Je me souviens avoir lu dans l’un des romans de Bernard Werber qu’il y a trois choses qui distinguent l’homme de l’animal : l’amour, l’art, et le rire. Le rire était déjà mentionné comme le propre de l’homme par Rabelais, et avant lui, par Aristote.
Si le rire est si puissant, c’est parce qu’il est vecteur d’émotion. Et générer des émotions, c’est le but ultime d’un bon écrivain. Comme le dit la poétesse Maya Angelou : “Les gens oublieront ce que vous avez dit, ils oublieront ce que vous avez fait, mais n'oublieront jamais ce que vous leur avez fait ressentir”.
L’humour, c’est l’outil qui permet de générer le rire chez votre lecteur, ce qui permettra de l’attacher à votre texte, à votre intrigue, à vos personnages.
Les 4 manières de faire rire son public
Il existe 4 méthodes pour séduire votre public en utilisant l’humour. Elles ne sont pas exclusives, et se cumulent au contraire très bien ensemble.
Le comique de situation
Le comique de situation surgit lorsqu’un personnage affronte des circonstances improbables, voire absurdes.
On peut penser à ce célèbre extrait d’Astérix en quête du laisser-passer A38 où le petit guerrier Gaulois affronte les affres d’une administration anachronique, ou encore à la scène de la cuisine des Tontons flingueurs où les malfrats rivaux se retrouvent à boire un coup ensemble.

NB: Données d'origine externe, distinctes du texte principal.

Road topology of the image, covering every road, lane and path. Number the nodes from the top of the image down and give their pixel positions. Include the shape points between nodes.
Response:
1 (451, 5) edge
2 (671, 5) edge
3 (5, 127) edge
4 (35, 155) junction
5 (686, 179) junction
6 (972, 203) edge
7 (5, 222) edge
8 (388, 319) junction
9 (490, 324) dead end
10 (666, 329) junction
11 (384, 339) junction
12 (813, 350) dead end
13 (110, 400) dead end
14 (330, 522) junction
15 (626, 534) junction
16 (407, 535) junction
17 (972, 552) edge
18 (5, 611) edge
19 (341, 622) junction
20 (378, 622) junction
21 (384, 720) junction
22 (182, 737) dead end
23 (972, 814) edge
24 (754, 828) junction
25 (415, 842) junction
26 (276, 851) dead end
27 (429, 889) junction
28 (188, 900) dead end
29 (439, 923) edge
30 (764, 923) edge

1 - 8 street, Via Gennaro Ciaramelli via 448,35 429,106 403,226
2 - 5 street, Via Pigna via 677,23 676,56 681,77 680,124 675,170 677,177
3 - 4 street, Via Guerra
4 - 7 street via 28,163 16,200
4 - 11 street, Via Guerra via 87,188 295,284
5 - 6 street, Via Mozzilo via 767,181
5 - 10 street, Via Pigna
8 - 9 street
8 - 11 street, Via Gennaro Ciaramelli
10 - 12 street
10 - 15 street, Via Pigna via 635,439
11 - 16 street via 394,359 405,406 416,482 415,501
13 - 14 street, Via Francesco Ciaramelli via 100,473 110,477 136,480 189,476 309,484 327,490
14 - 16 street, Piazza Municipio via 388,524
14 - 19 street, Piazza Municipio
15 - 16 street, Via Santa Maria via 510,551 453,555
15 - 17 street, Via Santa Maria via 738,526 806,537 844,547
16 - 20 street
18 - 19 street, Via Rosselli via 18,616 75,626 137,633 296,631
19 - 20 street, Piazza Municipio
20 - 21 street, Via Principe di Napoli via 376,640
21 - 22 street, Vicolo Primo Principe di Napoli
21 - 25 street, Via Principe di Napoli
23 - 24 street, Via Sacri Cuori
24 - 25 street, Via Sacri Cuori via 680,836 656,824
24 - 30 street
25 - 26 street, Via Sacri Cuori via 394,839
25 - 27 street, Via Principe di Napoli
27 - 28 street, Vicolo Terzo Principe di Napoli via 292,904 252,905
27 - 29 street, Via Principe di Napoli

C’est également ce que j’ai voulu exploiter dans ma nouvelle Une divine comédie que je vous partageais cet été, où un ange endosse le rôle d’un contrôleur de l’URSSAF :
Le comique de situation peut être amplifié en s’appuyant sur l’effet de surprise, sur le contraste entre les attentes du public et les rebondissements, ou encore sur les quiproquos entre personnages.
Le comique de caractère
Comme son nom l’indique, ce deuxième type de comique s’appuie sur le caractère d’un personnage, et sur un trait de personnalité obsédant ou poussé à l’excès chez lui afin de provoquer le rire.
Cette technique est particulièrement utile pour se moquer des défauts les plus répandus, comme le fait Molière avec son personnage d’Harpagon dans l’Avare, ou avec l’hypocrisie de Tartuffe.
Plus récemment, c’est le même mécanisme qu’exploitent des séries comiques comme The Big Bang Theory (avec l’ego surdimensionné d’un Sheldon) ou Friends (la ~légère~ obsession de Monica pour l’ordre et la propreté).
Le comique de mots
Il s’agit peut-être de la forme d’humour la proche de la vie quotidienne : l’effet comique vient ici de que disent les personnages. C’est l’occasion pour l’auteur d’imiter une véritable conversation, avec tout ce qu’elle peut comporter de blagues, de réparties et de sous-entendus.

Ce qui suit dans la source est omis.